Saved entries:
--- START ---
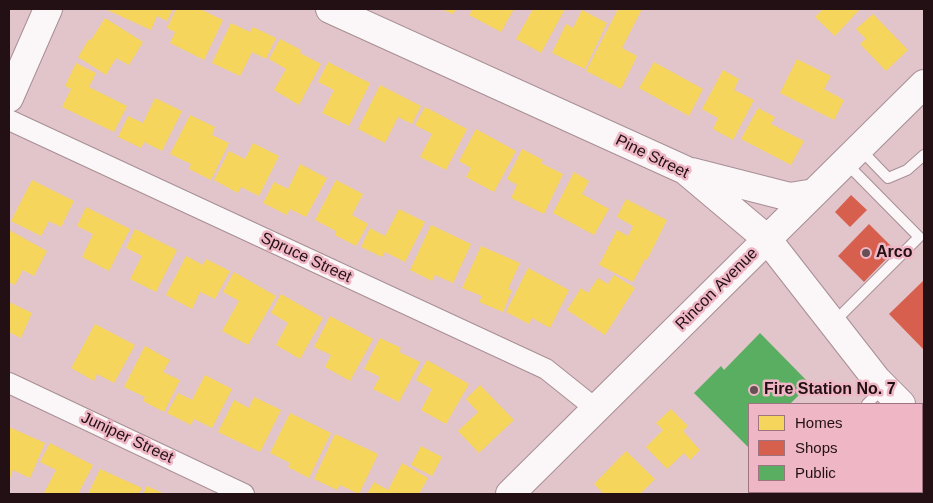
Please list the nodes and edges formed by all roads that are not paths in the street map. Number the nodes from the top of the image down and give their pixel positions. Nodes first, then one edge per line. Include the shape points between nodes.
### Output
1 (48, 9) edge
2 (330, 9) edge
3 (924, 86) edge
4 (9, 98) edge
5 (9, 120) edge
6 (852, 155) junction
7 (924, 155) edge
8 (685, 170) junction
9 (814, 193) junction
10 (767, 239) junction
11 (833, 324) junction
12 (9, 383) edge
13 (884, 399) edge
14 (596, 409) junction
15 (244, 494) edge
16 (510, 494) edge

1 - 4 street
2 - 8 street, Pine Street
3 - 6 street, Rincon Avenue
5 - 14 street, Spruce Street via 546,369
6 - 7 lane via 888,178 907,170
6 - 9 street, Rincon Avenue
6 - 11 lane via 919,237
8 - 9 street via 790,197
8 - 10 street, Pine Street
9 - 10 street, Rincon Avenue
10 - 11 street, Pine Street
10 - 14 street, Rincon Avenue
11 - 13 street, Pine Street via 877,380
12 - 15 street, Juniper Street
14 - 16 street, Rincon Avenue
--- END ---
--- START ---
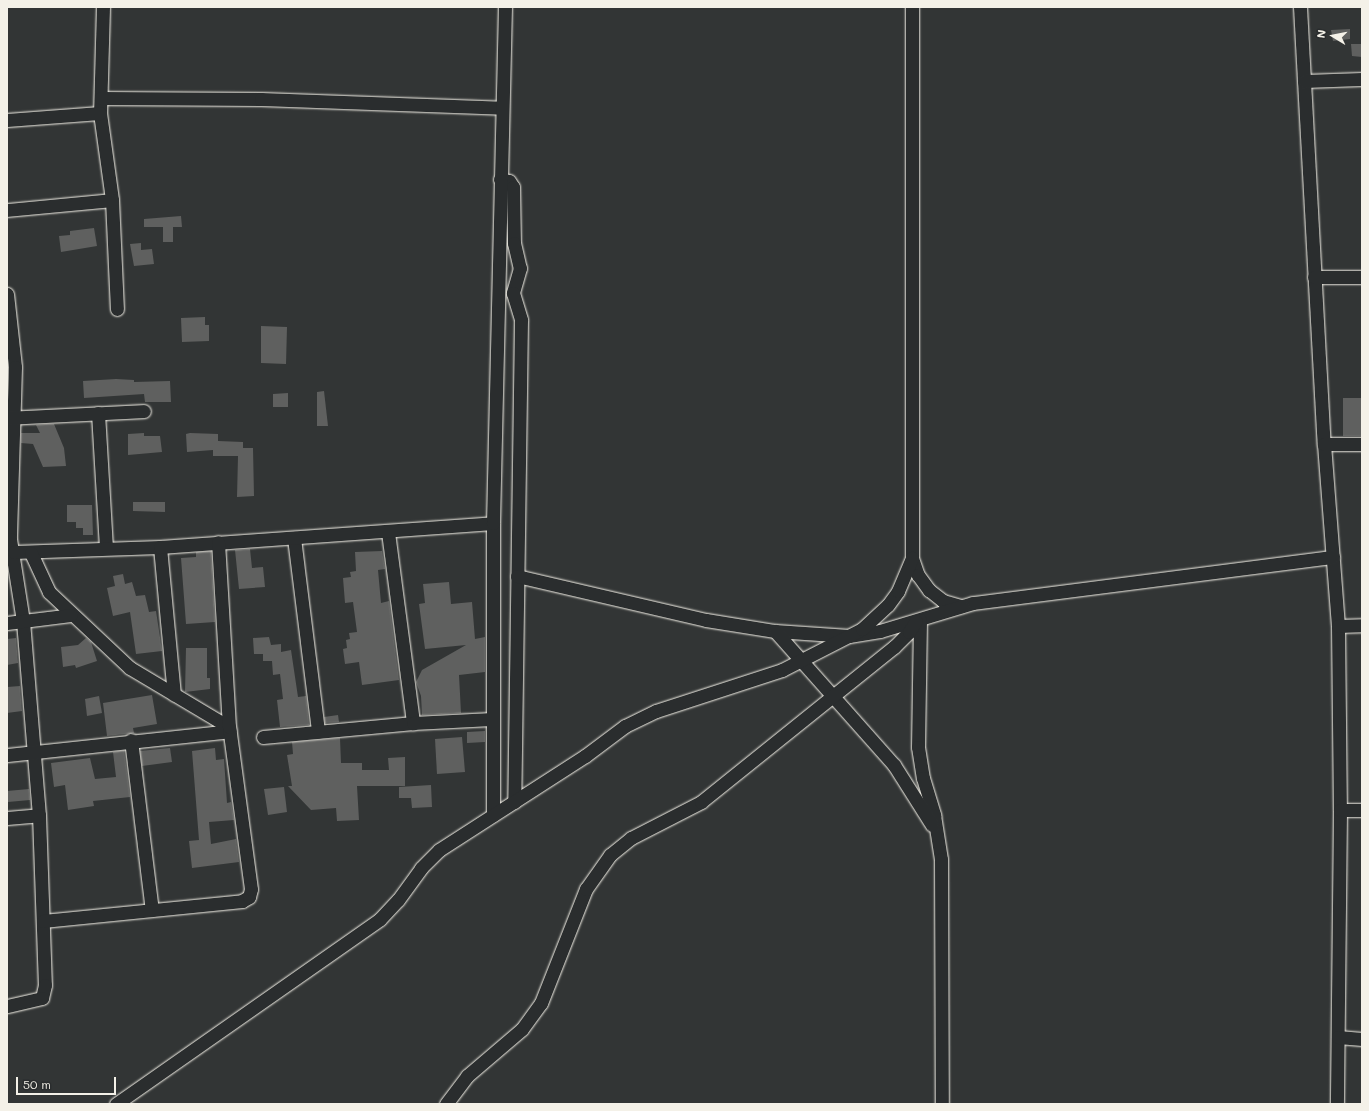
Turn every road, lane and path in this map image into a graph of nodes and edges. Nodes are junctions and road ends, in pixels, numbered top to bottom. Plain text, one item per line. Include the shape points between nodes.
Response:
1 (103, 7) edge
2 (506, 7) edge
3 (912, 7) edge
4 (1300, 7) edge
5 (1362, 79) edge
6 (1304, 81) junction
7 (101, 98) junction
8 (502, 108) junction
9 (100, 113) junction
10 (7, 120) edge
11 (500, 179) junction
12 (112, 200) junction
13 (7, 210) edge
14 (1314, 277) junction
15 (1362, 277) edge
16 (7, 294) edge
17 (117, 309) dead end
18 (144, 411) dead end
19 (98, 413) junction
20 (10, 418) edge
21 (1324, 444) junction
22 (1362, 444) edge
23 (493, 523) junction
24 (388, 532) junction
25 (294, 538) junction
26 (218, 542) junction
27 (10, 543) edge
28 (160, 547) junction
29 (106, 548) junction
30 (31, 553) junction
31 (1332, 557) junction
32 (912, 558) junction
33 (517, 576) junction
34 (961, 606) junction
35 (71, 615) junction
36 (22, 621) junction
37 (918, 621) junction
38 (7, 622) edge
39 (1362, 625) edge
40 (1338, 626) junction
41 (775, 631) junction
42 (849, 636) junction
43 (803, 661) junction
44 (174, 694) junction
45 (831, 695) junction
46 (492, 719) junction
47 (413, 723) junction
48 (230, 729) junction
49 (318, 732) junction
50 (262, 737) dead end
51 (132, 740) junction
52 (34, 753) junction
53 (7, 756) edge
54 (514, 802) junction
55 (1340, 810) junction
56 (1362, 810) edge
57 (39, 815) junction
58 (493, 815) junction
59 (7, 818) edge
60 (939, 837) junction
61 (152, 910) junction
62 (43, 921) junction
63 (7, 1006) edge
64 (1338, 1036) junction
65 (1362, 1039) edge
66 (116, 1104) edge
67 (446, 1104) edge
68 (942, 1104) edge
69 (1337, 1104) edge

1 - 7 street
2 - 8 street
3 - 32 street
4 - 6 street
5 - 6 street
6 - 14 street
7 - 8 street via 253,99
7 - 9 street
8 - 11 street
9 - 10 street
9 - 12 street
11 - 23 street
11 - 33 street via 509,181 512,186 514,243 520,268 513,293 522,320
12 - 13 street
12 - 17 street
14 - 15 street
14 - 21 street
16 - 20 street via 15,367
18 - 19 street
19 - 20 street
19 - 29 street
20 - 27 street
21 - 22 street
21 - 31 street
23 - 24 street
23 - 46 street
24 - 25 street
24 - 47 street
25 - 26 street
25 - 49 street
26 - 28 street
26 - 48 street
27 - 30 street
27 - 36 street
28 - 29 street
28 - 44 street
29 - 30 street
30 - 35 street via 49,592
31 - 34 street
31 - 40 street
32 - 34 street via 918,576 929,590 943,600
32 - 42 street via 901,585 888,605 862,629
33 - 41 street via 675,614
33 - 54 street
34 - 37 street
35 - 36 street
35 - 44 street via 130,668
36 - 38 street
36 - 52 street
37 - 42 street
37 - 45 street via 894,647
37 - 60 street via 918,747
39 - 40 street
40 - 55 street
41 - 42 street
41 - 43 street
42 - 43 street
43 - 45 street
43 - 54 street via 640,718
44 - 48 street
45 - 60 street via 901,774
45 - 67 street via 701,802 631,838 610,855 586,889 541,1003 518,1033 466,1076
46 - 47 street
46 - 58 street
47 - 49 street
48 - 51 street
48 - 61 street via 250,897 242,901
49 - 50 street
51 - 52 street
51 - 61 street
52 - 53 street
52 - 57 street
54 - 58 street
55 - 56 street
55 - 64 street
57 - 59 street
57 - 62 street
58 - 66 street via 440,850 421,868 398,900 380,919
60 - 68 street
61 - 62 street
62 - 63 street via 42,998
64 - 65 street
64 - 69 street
--- END ---
** Work required **
Count lines, not occurrences. State how many lines of the entries contain the word "nodes", and add nothing.

** Output **
2